In a proceeding pursuant to CPLR article 78 to review a determination of the New York State Department of Motor Vehicles dated November 28, 2007, which revoked the petitioner's driver's license pursuant to Vehicle and Traffic Law § 510.2, imposed a driver responsibility assessment in the sum of $450 upon the petitioner pursuant to Vehicle and Traffic Law § 503(4), and found that the petitioner was not eligible for a restricted use license, and a determination of the New York State Department of Motor Vehicles Appeals Board dated January 4, 2008, which dismissed the petitioner's administrative appeal from the determination dated November 28, 2007, on the ground that the petitioner improperly sought to vacate his underlying convictions for violating Vehicle and Traffic Law § 1180, the New York State Department of Motor Vehicles appeals from a judgment of the Supreme Court, Nassau County (Parga, J.), entered October 22, 2008, which granted that branch of the petition which was to review so much of the determination dated November 28, 2007, as found that the petitioner was not eligible for a restricted use license, to the extent of annulling that portion of the determination.

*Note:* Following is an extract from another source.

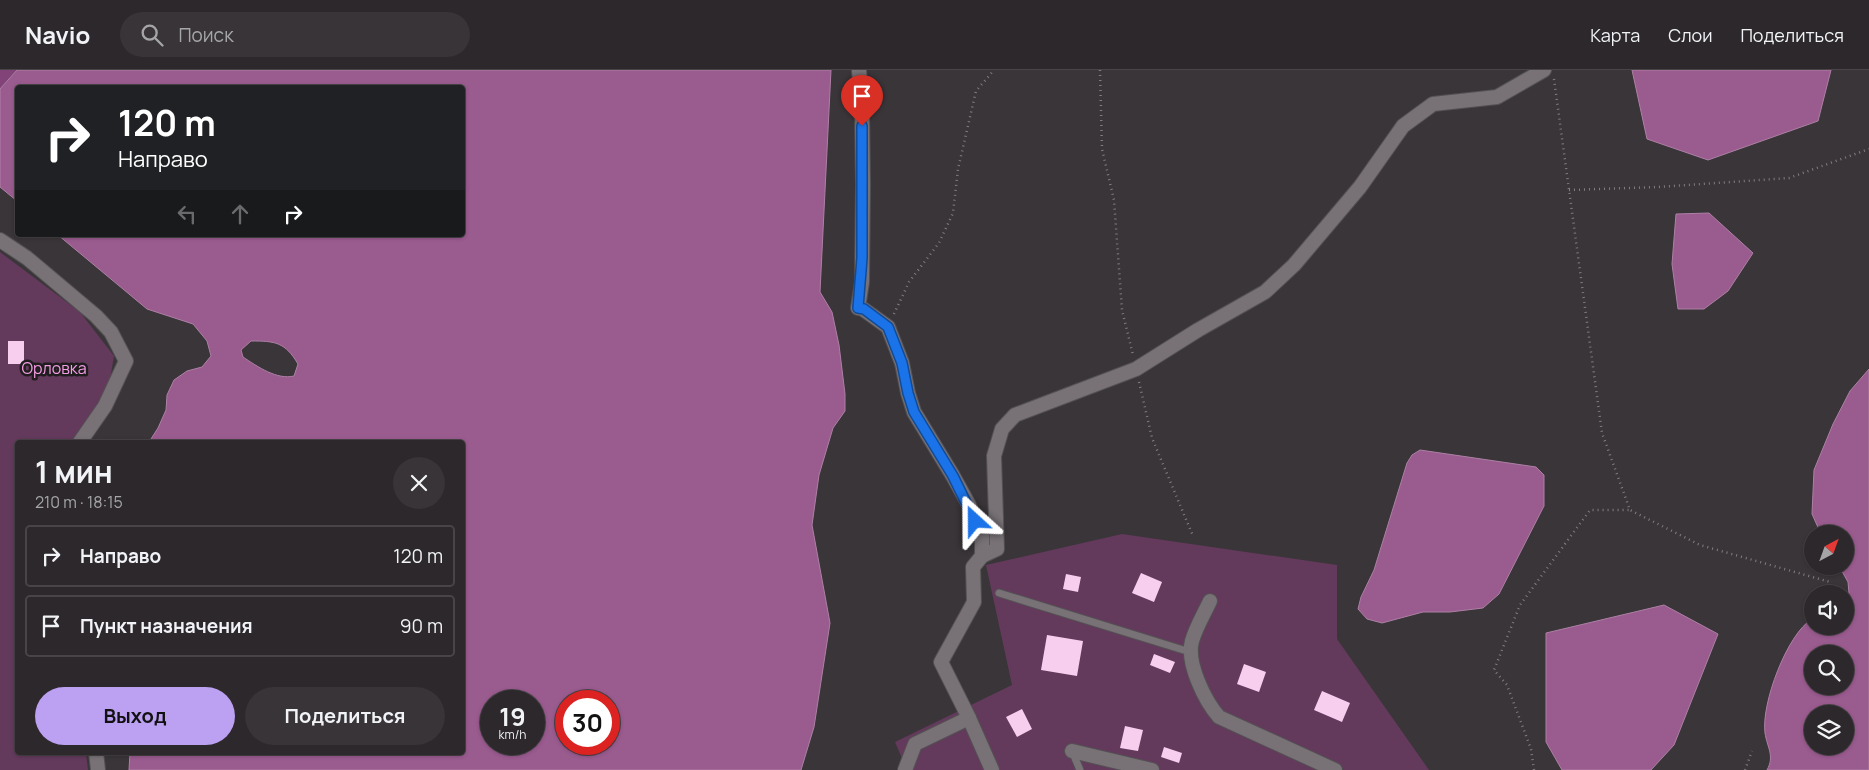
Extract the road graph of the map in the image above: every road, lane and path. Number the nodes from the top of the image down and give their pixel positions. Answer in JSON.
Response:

Published by New York State Law Reporting Bureau pursuant to Judiciary Law § 431.

This opinion is uncorrected and subject to revision before publication in the Official Reports.

MARK C. DILLON, J.P., ANITA R. FLORIO, RUTH C. BALKIN and JOHN M. LEVENTHAL, JJ.

(Index No. 2040/08)

DECISION & ORDER

ORDERED that the judgment is affirmed, with costs.

Vehicle and Traffic Law § 510(2)(a)(iv) provides that the New York State Department of Motor Vehicles (hereinafter the DMV) is to issue a mandatory driver's license revocation where the holder is convicted "of a third or subsequent violation, committed within a period of eighteen months, of any provision of section eleven hundred eighty of this chapter [speeding], any ordinance or regulation limiting the speed of motor vehicles."

The petitioner was issued speeding tickets on August 21, 2005, February 10, 2006, and July 26, 2006, respectively. On or about November 27, 2007, the petitioner entered a plea of guilty with respect to the ticket issued on August 21, 2005. On November 28, 2007, the DMV revoked the petitioner's driver's license for at least 6 months pursuant to Vehicle and Traffic Law § 510(2)(a)(iv) on the ground that the petitioner had been convicted of three speeding violations within 18 months. The DMV further informed the petitioner that he was not entitled to the issuance of a restricted use license (see Vehicle and Traffic Law § 530; 15 NYCRR 135.2) because he had been issued a restricted use license within the past three years (see 15 NYCRR 135.7[a][7]).

On November 28, 2007, the date of the subject revocation, the petitioner had not yet been convicted of three speeding violations during an 18 month period. As a result, the DMV's determination that the petitioner's driver's license was subject to a mandatory revocation pursuant to Vehicle Traffic Law § 510(2)(a)(iv) did not have a rational basis, and the imposition of that penalty constituted an abuse of discretion (see generally CPLR 7803[3]; Matter of Pell v Board of Educ. of Union Free School Dist. No. 1 of Towns of Scarsdale & Mamaroneck, Westchester County, 34 NY2d 222, 231). Accordingly, under the circumstances, the Supreme Court properly determined that the petitioner was not prohibited from obtaining a restricted use license.

DILLON, J.P., FLORIO, BALKIN and LEVENTHAL, JJ., concur.